But among them, there was one untouched by the revelation. Ephraim gestured-and the mirror exploded.

“It changes nothing! My plan will go on!”

The warlock might have frowned. “You . . . knew.”

“I know everything! I am-”

A shape fell upon him and two hands clasped tight against the sides of his helmet. A bright flash from each enveloped the necromancer’s head.

Ephraim cried out-first in agony, then in anger. He swung with one gauntleted hand at his attacker, sending the figure flying across the massive chamber.

Valea’s body crashed hard against the ancient stone.

“Sharissa!” Shade involuntarily called.

“As dead to you as we are,” Ephraim said with loathing. He raised his hand into a fist and the other necromancers suddenly straightened as if they were puppets whose strings had been tightened. “But not nearly so dead as you’ll be . . . cousin.

But instead of Shade, it was again the lead sorcerer who was attacked, this time nearly crushed to the floor by a powerful, invisible force.

“If my daughter is dead,” Cabe Bedlam uttered, “she’ll be a far luckier person than you when I’m done.”

Among the other Lords, chaos broke out as Darkhorse reared and kicked at them in rapid succession. Thunder cracked and each necromancer fought hard against tiny but furious showers of glowing spheres.

Rising, Ephraim rubbed his fleshless chin. “Focus! Regain focus and the wizard and the beast will be ours again!”

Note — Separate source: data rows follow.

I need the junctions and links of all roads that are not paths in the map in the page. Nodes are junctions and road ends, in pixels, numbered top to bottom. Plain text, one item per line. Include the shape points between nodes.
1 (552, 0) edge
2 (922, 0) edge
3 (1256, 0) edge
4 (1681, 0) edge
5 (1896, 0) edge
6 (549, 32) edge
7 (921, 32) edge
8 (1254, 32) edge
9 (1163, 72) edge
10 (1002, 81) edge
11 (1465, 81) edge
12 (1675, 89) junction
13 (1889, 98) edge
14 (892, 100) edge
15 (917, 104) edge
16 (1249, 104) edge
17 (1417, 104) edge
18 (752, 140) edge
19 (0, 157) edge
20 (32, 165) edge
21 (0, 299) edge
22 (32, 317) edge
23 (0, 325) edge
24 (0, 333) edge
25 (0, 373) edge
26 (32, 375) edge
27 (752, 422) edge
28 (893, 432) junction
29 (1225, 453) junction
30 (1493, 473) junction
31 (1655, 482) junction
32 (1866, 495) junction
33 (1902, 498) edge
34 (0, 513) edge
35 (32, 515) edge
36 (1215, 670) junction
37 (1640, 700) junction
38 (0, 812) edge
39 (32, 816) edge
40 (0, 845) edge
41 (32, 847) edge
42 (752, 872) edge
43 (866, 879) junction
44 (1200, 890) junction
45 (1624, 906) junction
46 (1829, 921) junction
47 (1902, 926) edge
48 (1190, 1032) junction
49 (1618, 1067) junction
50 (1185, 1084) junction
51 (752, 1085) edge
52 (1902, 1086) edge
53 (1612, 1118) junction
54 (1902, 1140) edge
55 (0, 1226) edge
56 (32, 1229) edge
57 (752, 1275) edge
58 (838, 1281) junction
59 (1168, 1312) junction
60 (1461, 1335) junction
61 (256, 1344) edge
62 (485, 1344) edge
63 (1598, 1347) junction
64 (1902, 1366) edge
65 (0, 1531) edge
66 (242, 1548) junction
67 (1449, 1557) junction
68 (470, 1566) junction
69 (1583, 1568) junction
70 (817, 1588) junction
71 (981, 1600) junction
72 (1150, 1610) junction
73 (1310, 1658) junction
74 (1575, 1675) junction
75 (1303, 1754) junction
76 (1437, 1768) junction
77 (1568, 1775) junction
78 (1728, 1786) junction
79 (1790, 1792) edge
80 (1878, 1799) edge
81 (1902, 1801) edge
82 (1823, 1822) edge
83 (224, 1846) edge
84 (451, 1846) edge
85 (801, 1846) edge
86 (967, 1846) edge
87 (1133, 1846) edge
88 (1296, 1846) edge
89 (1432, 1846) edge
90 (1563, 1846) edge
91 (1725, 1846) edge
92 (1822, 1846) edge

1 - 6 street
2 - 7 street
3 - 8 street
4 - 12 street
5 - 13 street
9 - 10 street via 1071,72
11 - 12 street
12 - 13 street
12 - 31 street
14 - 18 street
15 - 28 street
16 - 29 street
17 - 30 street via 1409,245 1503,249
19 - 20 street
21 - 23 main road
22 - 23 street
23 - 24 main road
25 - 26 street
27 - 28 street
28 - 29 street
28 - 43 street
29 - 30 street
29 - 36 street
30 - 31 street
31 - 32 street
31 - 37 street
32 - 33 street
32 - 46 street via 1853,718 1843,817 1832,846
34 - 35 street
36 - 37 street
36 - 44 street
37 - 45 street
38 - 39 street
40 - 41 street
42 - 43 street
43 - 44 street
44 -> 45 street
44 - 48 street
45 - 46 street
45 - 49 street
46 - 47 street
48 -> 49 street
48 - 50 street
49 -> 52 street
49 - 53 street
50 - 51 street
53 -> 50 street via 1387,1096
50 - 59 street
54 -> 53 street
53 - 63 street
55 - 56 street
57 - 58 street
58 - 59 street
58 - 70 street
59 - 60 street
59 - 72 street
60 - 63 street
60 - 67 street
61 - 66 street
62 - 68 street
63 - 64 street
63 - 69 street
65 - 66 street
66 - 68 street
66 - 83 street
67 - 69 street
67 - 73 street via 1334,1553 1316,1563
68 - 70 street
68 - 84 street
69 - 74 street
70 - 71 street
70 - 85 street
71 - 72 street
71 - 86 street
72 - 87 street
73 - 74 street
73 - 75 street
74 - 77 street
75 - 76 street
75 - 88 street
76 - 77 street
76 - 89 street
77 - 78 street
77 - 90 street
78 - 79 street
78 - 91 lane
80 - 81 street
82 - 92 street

But while some of the Lords did attempt to obey, others moved awkwardly, even listlessly. The revelation wrought by Shade had left them dumbfounded. They could not accept their deaths, but neither could they deny the truth.

The wizard closed with him. “We’ll never be yours, whether in life or in death!”

Fire covered Ephraim, a fire hotter than any natural one. It was pure white, so intense was its heat. The necromancer battled against it, but Cabe’s fury fueled it as nothing else could.


THE EMPTINESS WITHIN which Valea’s spirit drifted became stifling. She did not need to breathe, but the heat threatened to burn her to nothing. She struggled to find a way out, but there was none.

Desperately, she called out, seeking the only one she thought might hear her.

Galani! Galani!

But instead, a far different presence touched her own.

You are . . . Valea . . .

With each passing moment, the heat grew more intense. The enchantress knew that she would not last much longer. Please! The stone! It’s-

But the other presence had already vanished.


There had been few beings that Cabe had ever truly wanted dead. The lead necromancer had joined that select band and the wizard knew that in a few more moments the monstrous sorcerer would see the afterlife as it truly was. Nothing would stop Cabe from avenging Valea.

Nothing, that is, save the hard blast of pure force that tossed him several yards to the side.

The flames instantly faded. Ephraim stumbled back, recovering.

Shade hovered over him. He grabbed at the necromancer’s waist.

At which point, a black hoof capable of shattering walls nearly crushed the warlock into the floor.

“Traitor or friend, friend or traitor, one can nevermore tell with you, Shade!” rumbled Darkhorse. “A base attack on one who was ever your comrade!”

“You’re being a fool!” gasped the ragged figure.

“I am being observant!”

Shade managed to shield himself enough to turn. “Then be-be observant of the pattern! The Lords are-are regrouping!”

“Eh?” Sure enough, six of the necromancers had pulled themselves together enough to reform part of the pattern. Two others looked near to joining them.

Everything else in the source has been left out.